● WHAT YOU WILL DO:
Out of the entries that follow, copy each line containing "radius".

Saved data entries
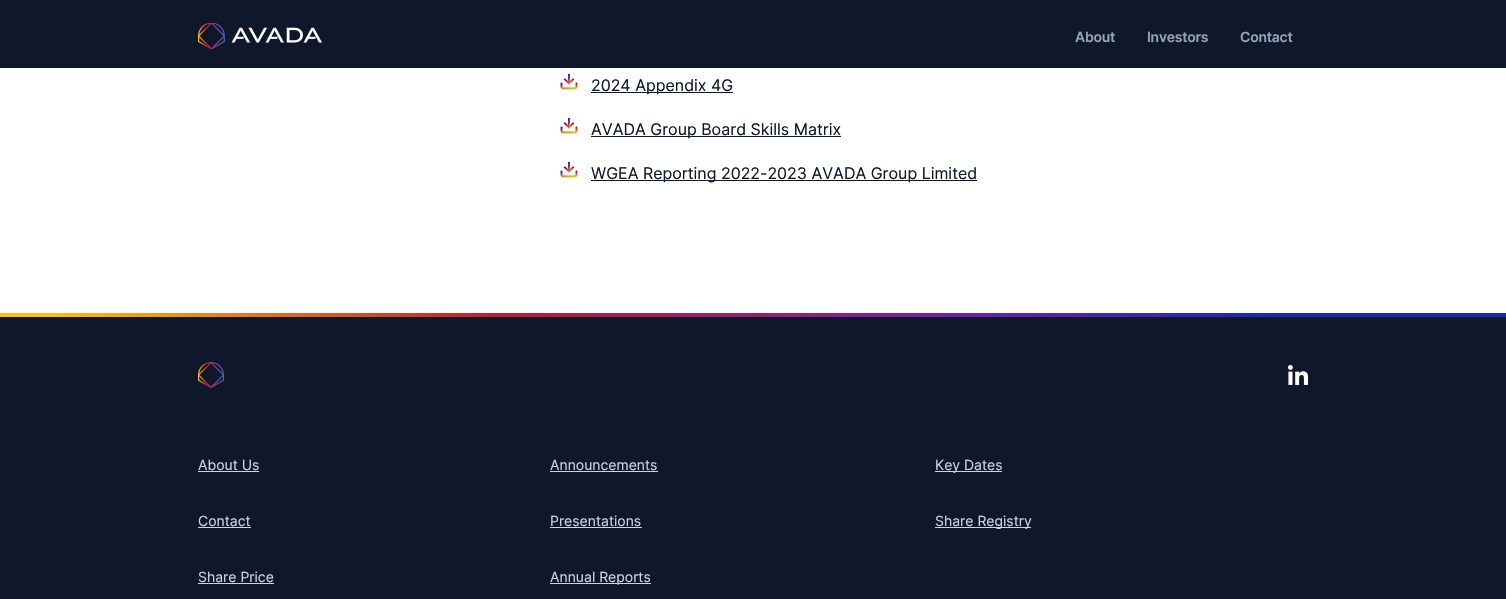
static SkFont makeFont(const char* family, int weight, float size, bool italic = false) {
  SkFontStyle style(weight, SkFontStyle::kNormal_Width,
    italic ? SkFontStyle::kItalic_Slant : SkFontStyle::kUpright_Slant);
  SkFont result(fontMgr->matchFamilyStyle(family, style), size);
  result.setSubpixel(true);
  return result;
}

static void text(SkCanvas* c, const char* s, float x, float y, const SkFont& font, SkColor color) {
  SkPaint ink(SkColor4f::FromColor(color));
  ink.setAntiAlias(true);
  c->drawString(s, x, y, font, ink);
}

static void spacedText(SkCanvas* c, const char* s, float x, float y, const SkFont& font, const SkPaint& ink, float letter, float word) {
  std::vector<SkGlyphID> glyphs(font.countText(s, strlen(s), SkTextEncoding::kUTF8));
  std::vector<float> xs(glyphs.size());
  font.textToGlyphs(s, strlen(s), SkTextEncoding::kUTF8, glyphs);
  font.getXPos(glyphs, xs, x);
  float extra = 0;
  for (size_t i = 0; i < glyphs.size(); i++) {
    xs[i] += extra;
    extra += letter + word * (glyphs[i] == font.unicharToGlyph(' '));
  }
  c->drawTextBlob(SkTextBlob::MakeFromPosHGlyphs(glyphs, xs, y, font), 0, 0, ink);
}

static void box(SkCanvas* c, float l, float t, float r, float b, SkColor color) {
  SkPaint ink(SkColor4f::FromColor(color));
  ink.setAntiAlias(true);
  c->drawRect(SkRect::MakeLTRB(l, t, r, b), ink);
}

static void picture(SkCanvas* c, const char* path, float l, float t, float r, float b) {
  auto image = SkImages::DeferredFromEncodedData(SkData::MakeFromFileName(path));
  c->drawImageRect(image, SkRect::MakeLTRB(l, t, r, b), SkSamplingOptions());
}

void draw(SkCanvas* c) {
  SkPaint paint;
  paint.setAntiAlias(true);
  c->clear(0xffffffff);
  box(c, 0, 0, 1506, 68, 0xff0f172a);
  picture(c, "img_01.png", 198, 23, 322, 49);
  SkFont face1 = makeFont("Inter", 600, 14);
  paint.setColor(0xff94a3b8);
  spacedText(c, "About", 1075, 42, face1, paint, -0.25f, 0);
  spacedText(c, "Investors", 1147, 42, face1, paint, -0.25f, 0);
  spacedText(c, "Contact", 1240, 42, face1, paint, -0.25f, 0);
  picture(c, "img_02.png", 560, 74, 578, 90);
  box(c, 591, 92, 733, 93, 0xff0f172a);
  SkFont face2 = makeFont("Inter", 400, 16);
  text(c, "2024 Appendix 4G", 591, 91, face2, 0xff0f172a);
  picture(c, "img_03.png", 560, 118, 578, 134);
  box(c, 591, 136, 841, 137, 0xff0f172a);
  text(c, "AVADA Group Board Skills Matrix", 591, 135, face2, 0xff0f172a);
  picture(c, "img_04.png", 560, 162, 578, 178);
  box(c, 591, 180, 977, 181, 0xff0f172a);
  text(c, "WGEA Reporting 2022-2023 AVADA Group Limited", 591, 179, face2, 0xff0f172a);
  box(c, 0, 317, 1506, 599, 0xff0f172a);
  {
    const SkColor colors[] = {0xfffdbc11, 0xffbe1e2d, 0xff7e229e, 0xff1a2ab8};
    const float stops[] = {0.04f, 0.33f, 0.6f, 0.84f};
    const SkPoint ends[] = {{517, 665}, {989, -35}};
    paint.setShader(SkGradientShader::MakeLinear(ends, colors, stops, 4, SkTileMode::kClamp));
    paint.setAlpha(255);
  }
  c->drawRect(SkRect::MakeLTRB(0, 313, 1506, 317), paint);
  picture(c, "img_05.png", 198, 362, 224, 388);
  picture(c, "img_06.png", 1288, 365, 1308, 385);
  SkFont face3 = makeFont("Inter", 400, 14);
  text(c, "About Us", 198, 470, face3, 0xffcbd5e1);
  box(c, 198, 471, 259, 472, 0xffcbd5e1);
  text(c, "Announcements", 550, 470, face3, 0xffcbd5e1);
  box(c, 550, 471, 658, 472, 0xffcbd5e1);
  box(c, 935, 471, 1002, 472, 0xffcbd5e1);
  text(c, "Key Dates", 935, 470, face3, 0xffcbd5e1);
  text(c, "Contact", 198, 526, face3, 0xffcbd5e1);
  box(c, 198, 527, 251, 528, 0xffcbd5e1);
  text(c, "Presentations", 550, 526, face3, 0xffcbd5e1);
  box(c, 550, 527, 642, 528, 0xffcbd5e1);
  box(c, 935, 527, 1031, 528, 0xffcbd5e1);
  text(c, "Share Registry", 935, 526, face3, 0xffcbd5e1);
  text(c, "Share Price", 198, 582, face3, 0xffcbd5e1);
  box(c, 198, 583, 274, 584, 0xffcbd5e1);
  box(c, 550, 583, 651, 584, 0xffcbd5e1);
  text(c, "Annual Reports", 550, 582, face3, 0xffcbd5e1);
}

==

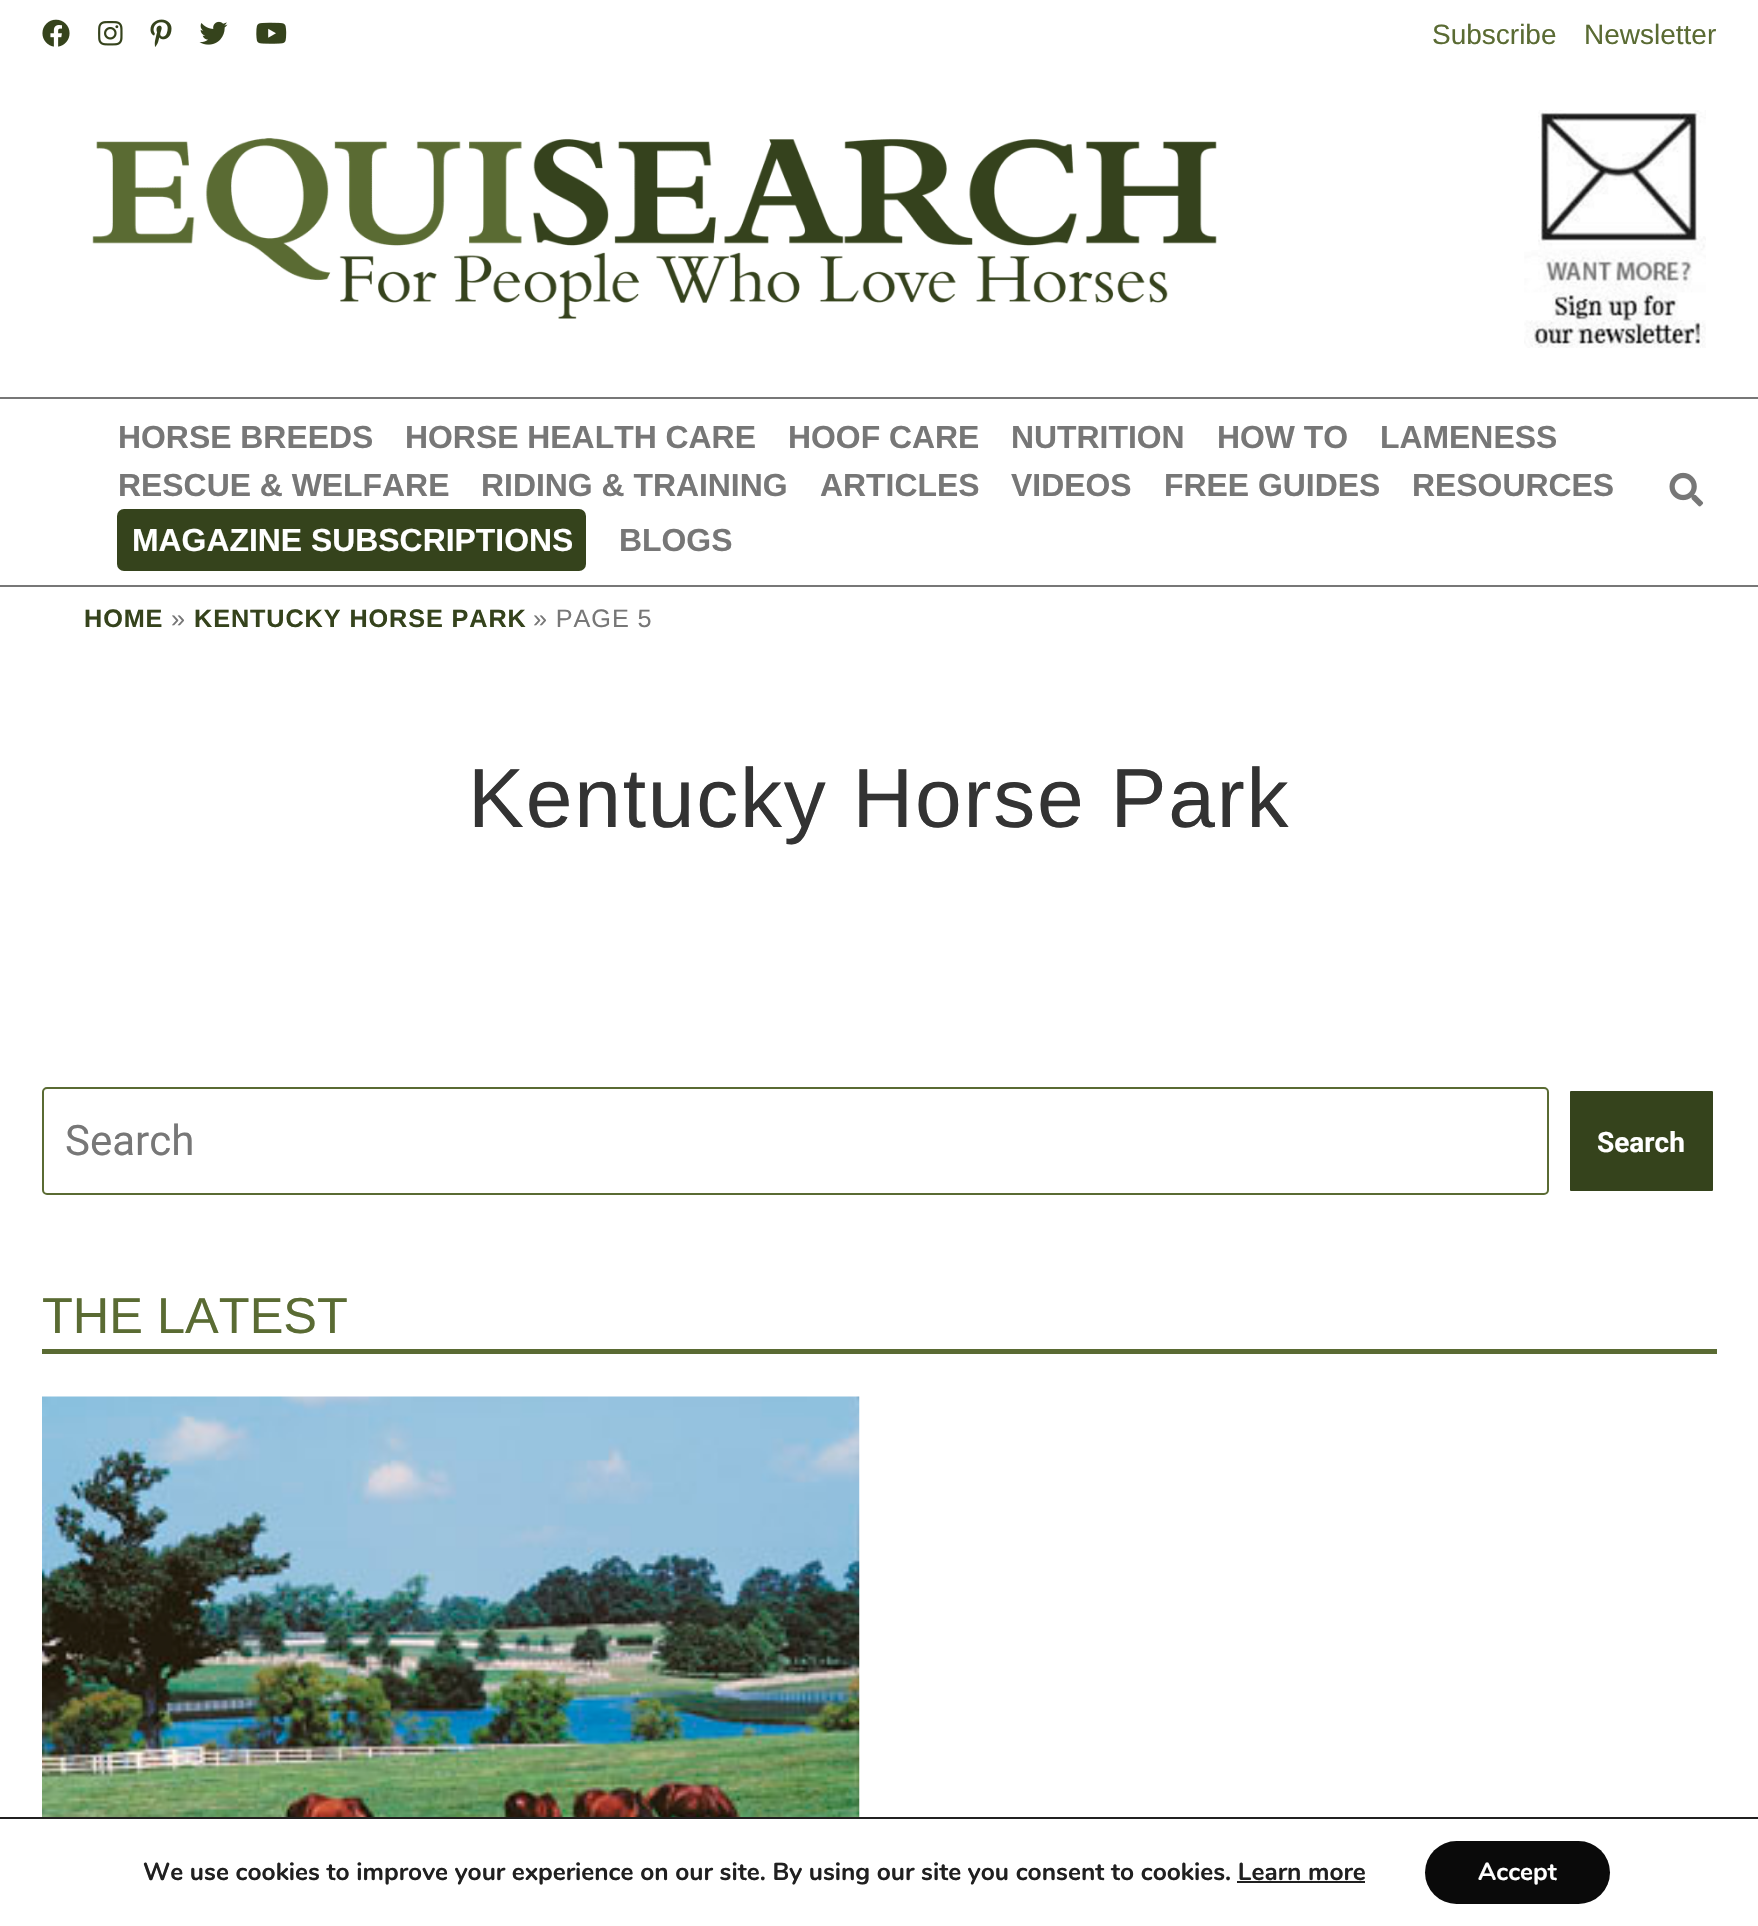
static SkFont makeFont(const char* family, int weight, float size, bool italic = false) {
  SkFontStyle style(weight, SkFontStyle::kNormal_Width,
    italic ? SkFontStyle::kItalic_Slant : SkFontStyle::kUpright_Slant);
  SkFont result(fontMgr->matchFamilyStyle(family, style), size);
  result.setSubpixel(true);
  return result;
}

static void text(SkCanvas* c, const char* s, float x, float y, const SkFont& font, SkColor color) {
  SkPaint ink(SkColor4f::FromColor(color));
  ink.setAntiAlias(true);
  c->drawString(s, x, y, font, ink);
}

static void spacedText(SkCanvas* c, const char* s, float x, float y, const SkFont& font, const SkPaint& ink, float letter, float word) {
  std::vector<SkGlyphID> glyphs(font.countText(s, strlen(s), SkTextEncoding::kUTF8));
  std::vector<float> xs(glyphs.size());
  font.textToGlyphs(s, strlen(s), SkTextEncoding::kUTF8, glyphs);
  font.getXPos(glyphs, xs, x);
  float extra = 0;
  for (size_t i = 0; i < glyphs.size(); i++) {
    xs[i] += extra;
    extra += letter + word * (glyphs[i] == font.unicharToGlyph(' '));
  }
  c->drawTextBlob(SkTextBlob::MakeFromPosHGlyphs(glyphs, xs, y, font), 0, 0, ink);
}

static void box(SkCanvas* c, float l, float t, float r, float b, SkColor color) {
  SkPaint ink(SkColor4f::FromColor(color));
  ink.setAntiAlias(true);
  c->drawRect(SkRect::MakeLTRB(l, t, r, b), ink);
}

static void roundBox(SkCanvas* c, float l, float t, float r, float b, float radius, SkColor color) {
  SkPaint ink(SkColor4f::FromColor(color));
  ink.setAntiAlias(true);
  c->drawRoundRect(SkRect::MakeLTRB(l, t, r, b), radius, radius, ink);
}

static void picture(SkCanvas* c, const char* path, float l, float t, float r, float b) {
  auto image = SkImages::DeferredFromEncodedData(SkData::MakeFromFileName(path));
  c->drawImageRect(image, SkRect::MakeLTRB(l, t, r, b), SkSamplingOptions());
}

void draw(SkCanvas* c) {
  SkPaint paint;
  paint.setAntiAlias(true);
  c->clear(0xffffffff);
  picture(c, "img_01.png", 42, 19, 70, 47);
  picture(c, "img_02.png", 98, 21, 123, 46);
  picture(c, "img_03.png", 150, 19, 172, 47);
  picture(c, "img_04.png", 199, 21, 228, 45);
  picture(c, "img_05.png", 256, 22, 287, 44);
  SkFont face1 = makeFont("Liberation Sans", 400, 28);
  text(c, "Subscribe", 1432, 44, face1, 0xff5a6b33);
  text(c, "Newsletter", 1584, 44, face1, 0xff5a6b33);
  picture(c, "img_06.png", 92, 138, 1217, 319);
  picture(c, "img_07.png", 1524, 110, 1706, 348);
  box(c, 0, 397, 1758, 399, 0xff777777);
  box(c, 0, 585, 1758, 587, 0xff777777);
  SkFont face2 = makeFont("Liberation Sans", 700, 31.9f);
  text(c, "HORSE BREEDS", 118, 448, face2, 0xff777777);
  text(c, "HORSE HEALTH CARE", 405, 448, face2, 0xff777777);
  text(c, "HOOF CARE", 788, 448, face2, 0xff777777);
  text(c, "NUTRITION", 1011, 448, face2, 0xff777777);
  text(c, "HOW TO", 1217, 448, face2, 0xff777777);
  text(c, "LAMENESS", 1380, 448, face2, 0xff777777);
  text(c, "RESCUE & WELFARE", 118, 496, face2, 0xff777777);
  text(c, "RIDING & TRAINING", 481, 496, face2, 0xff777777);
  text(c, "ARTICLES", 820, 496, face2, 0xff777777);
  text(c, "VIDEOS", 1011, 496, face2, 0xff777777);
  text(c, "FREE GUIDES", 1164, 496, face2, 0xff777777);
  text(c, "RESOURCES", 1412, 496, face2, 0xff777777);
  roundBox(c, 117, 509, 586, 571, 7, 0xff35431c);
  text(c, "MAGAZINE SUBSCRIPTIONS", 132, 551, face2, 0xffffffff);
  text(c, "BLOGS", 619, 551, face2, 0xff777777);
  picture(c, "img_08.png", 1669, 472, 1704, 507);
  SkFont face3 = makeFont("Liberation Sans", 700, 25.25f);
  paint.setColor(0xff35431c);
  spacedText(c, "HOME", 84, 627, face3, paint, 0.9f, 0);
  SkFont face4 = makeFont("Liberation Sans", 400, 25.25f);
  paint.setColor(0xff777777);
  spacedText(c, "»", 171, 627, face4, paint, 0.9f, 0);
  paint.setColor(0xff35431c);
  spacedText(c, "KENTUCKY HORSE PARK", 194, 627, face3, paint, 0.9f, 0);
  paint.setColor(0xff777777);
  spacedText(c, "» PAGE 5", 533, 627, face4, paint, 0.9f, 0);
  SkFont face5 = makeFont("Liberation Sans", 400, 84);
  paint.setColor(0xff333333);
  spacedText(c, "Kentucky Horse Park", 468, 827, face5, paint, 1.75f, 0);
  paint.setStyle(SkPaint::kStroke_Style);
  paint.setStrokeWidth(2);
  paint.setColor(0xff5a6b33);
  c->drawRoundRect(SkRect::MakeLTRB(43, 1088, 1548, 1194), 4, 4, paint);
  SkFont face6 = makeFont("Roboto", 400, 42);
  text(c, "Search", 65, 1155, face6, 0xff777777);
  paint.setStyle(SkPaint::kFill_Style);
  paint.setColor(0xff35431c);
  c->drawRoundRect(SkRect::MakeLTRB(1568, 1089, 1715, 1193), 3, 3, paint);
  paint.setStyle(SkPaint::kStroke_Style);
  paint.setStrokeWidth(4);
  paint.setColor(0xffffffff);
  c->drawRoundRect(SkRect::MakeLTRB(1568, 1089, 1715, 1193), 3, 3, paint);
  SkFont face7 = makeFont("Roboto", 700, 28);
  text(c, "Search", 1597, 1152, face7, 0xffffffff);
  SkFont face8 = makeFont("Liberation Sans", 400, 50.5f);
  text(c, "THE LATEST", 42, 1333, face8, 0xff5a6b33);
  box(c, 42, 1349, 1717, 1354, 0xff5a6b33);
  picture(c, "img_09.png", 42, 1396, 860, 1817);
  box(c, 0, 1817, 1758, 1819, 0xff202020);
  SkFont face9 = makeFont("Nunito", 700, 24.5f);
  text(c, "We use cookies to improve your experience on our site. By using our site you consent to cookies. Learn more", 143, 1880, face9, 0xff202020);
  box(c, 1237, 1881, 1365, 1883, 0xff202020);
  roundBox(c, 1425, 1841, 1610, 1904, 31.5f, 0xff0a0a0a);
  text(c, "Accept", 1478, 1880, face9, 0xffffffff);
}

● EXERCISE SOLUTION:
static void roundBox(SkCanvas* c, float l, float t, float r, float b, float radius, SkColor color) {
  c->drawRoundRect(SkRect::MakeLTRB(l, t, r, b), radius, radius, ink);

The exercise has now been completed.